Calculate the pH at 0, 10, 90, 100 & 110% titration for the titration of 50.0ml of 0.1M HCl with 0.10M NaOH?
pH=10
Well, it looks like you're ready to dive into some chemistry! Let's calculate the pH at different titration points for the reaction between 50.0 mL of 0.1 M HCl and 0.10 M NaOH. But before we get into the serious stuff, let me tell you a joke:
Why do chemists like nitrates so much?
Because they're cheaper than day rates!
Alright, let's get back on track now! The reaction between HCl and NaOH is a neutralization reaction, where the acid (HCl) and base (NaOH) react to form water and a salt (in this case, sodium chloride). This means that the pH at the equivalence point should be neutral, which is pH 7.
At 0% titration, before any NaOH is added, the pH will be the same as the initial pH of the HCl, which is quite acidic, around pH 1. So, it's pretty acidic up in here!
At 10% titration, we have added a small amount of NaOH to the HCl solution. But we're still far from the equivalence point, so the pH won't change much from the initial pH. Let's say the pH at this point is around 2. So, we're getting closer to neutral, but not quite there yet!

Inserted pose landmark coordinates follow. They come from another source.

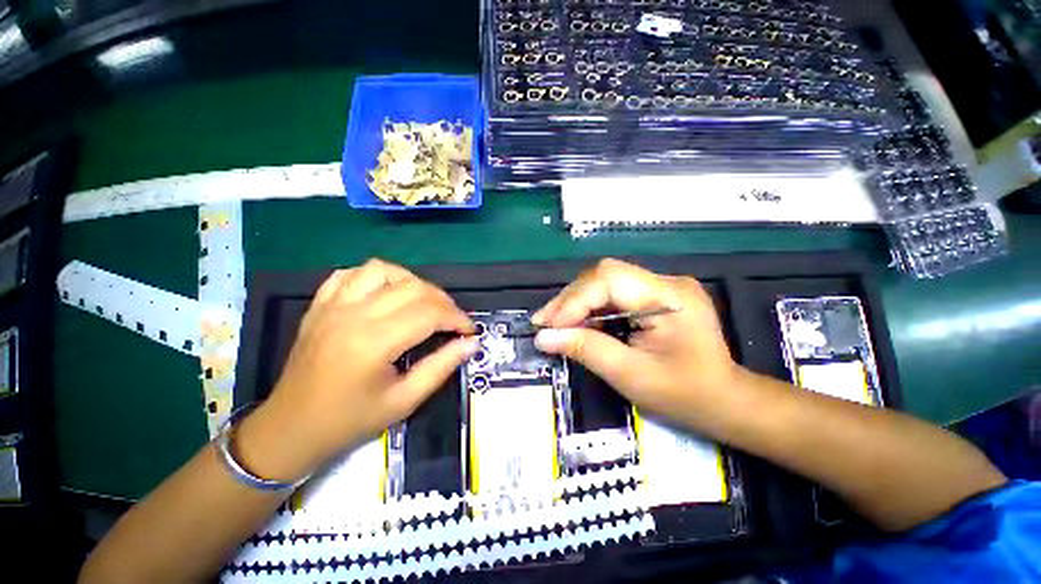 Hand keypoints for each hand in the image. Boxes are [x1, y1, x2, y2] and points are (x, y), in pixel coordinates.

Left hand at [236, 259, 476, 481]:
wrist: (290, 429)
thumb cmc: (349, 421)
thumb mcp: (404, 401)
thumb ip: (441, 367)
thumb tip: (471, 343)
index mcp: (373, 342)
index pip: (430, 313)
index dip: (458, 318)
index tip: (469, 330)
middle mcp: (353, 315)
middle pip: (413, 288)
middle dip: (443, 301)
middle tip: (452, 321)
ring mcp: (332, 305)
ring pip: (383, 270)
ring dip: (412, 282)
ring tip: (424, 302)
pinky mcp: (320, 305)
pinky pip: (351, 273)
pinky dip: (376, 276)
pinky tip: (387, 293)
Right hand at [532, 258, 740, 426]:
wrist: (724, 400)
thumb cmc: (684, 394)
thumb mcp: (630, 375)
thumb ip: (586, 350)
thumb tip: (544, 337)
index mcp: (669, 297)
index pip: (609, 280)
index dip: (574, 301)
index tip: (547, 325)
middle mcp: (666, 282)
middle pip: (604, 275)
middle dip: (570, 299)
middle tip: (544, 323)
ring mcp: (661, 286)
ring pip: (605, 281)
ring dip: (576, 302)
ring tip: (553, 323)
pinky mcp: (655, 295)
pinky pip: (613, 293)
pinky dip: (590, 307)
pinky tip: (576, 322) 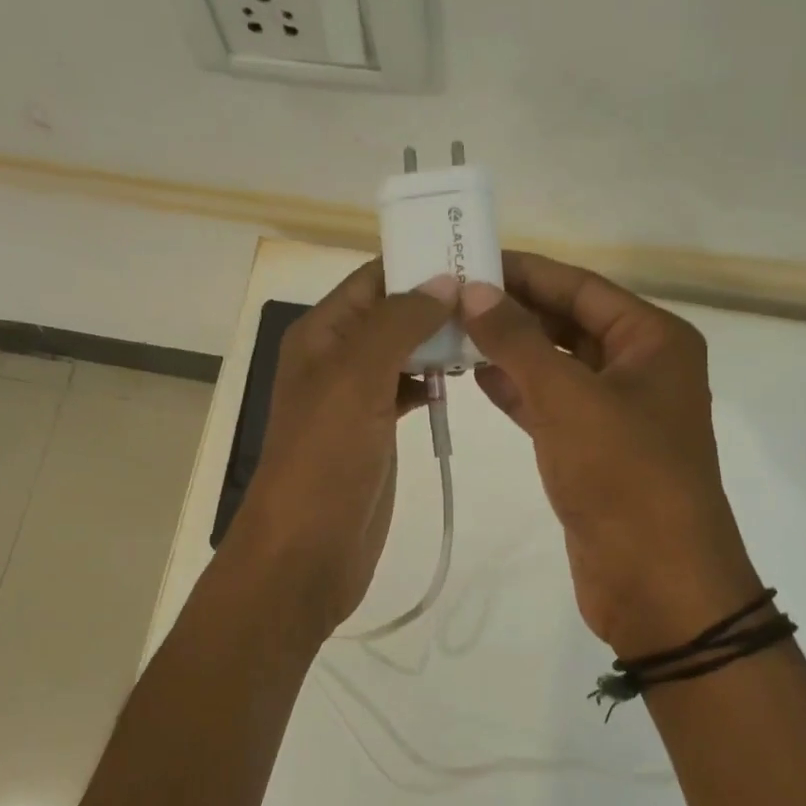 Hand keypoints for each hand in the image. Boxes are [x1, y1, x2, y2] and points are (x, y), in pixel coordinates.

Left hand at [222, 260, 456, 643]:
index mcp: (321, 335)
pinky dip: (434, 378)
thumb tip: (443, 281)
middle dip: (437, 300)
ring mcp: (357, 397)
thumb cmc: (325, 458)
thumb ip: (398, 323)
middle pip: (391, 313)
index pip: (372, 279)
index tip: (473, 255)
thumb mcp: (356, 378)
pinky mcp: (376, 431)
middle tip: (497, 294)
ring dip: (439, 339)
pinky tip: (465, 376)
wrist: (307, 550)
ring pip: (404, 351)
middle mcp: (337, 358)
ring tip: (492, 329)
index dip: (417, 263)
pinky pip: (409, 389)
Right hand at [461, 252, 760, 658]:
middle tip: (449, 296)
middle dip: (513, 310)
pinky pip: (551, 404)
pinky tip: (474, 376)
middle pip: (568, 322)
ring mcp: (617, 411)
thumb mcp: (568, 398)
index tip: (469, 260)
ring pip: (556, 365)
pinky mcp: (594, 450)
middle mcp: (639, 367)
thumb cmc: (624, 475)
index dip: (525, 272)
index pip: (581, 286)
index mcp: (653, 340)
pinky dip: (516, 390)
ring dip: (509, 349)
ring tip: (450, 331)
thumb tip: (476, 291)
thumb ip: (517, 340)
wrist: (656, 583)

At 90% titration, we're getting close to the equivalence point, where most of the HCl has been neutralized by NaOH. The remaining HCl concentration is relatively low, so the pH will start to increase. Let's say it reaches around pH 6. Getting closer to neutral!
At 100% titration, we reach the equivalence point! The stoichiometric amount of NaOH has reacted with all the HCl. This means we have an equal concentration of HCl and NaOH at this point, resulting in a neutral solution. Hence, the pH should be around 7. Finally, we've achieved pH neutrality!

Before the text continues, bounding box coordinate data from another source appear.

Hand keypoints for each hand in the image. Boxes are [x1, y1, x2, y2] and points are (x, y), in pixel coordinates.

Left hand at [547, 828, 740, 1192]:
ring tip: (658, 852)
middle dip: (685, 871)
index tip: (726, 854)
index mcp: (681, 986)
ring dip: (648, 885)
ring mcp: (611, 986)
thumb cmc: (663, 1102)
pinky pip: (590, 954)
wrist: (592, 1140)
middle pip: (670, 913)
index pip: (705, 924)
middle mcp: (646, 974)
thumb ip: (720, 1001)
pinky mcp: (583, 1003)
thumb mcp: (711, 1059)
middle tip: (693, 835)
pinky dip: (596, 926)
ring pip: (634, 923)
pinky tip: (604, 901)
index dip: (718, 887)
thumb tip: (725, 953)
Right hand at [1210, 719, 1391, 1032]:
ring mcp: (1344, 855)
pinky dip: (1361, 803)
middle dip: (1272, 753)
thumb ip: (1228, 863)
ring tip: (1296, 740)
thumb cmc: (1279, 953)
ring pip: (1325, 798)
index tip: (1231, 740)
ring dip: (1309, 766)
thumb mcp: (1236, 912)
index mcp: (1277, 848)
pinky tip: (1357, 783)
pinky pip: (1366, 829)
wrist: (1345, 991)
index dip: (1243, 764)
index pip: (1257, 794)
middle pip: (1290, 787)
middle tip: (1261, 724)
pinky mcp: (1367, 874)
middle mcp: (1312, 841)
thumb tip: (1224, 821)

Lastly, at 110% titration, we've gone beyond the equivalence point, so we have an excess of NaOH. At this point, the pH will start to increase, although not drastically, since the excess amount of NaOH won't affect the pH as much. Let's say the pH is around 8. So, it's starting to get a bit alkaline!
Remember, these values are just estimates, but they should give you a general idea of what to expect during different stages of the titration. And hopefully, my chemistry jokes have made this journey a little more enjoyable!

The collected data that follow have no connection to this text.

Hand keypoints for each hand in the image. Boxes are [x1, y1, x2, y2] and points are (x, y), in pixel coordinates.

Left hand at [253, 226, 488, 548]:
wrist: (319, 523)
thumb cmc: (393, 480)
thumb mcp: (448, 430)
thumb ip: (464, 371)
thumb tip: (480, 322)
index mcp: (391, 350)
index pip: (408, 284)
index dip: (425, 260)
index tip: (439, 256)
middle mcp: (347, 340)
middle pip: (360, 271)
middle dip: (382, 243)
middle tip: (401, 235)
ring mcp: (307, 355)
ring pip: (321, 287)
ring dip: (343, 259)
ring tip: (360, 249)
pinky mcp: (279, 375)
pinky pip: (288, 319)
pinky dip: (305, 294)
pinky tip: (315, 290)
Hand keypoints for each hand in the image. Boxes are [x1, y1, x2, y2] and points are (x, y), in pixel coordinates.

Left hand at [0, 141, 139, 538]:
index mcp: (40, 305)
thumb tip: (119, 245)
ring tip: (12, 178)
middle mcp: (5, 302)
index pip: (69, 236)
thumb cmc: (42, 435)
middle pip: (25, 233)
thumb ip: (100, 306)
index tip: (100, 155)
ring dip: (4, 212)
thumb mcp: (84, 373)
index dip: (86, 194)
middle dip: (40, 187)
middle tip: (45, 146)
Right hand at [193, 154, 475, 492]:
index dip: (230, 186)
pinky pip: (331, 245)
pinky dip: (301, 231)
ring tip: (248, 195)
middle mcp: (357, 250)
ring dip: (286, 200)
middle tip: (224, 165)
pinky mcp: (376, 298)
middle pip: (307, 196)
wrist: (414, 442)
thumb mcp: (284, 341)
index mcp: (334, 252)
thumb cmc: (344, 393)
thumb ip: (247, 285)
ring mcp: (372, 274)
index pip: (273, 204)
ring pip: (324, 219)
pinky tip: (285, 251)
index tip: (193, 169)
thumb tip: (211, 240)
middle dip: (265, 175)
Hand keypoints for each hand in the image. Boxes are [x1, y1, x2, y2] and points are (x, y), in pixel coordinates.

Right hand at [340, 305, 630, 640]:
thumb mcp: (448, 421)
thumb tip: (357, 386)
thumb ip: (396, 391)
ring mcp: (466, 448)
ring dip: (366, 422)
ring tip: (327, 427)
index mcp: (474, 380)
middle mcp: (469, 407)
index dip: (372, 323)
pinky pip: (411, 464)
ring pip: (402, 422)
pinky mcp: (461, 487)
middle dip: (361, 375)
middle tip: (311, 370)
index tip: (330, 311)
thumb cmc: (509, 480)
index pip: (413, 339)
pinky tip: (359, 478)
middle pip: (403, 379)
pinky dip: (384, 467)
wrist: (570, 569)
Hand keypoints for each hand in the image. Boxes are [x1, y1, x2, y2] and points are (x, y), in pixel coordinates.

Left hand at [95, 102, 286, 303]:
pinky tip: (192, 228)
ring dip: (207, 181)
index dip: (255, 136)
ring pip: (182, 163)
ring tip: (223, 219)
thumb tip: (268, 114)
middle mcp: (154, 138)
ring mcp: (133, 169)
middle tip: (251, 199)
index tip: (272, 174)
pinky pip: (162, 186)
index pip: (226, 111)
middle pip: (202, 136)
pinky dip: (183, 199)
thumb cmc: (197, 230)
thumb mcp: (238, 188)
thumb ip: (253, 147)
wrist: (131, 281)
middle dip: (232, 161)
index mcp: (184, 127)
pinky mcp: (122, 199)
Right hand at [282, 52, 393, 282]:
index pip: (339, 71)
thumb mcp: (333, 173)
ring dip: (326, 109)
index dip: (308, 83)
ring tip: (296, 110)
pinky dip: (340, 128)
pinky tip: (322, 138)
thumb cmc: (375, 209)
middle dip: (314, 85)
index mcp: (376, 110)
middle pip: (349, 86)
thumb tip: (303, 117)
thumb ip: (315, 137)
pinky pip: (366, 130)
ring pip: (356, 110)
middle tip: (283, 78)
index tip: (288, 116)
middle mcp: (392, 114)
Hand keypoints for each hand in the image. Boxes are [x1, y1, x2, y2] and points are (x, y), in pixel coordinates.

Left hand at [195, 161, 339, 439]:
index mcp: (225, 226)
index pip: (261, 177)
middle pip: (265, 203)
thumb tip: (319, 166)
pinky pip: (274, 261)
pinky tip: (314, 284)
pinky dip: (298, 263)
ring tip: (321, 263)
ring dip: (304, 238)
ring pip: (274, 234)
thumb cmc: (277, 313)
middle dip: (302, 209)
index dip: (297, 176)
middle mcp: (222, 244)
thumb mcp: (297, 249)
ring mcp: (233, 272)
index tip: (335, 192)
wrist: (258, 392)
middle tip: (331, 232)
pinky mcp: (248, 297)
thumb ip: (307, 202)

To calculate the pH at different points during the titration of HCl with NaOH, we need to consider the stoichiometry of the reaction and the concentration of the acid and base at each point.
The balanced chemical equation for the neutralization reaction between HCl and NaOH is:
HCl + NaOH -> NaCl + H2O
Based on the balanced equation, the ratio of moles of HCl to NaOH is 1:1. This means that for every mole of HCl, one mole of NaOH is required for complete neutralization.
Now, let's calculate the number of moles of HCl in the solution:
moles of HCl = volume of HCl solution (in L) x concentration of HCl (in mol/L)
Given: volume of HCl solution = 50.0 mL = 0.050 L
concentration of HCl = 0.1 M
moles of HCl = 0.050 L x 0.1 mol/L = 0.005 mol
Next, let's calculate the number of moles of NaOH required for complete neutralization:
moles of NaOH = moles of HCl
moles of NaOH = 0.005 mol
Now, we can calculate the concentration of NaOH at different points during the titration:
At 0% titration: No NaOH has been added yet, so the concentration of NaOH is still zero (0 M).
At 10% titration: 10% titration means that 10% of the moles of NaOH required for complete neutralization have been added.
moles of NaOH added at 10% titration = 10% of moles of NaOH
= 10% of 0.005 mol
= 0.005 mol x 0.10
= 0.0005 mol
Volume of NaOH added at 10% titration = (moles of NaOH added at 10% titration) / (concentration of NaOH)
= 0.0005 mol / 0.10 mol/L
= 0.005 L = 5 mL
Total volume of solution at 10% titration = volume of HCl solution + volume of NaOH solution
= 50.0 mL + 5 mL
= 55.0 mL = 0.055 L
Also, the number of moles of HCl remaining = moles of HCl - moles of NaOH added at 10% titration
= 0.005 mol - 0.0005 mol
= 0.0045 mol
The final concentration of HCl at 10% titration = (number of moles of HCl remaining) / (total volume of solution at 10% titration)
= 0.0045 mol / 0.055 L
= 0.0818 M
Similarly, you can calculate the concentrations of NaOH, HCl, and the total volume of solution at 90%, 100%, and 110% titration. Once you have the concentrations of HCl and NaOH, you can calculate the pH using the formula:
pH = -log[H+]
where [H+] is the concentration of hydronium ions (H+) in the solution.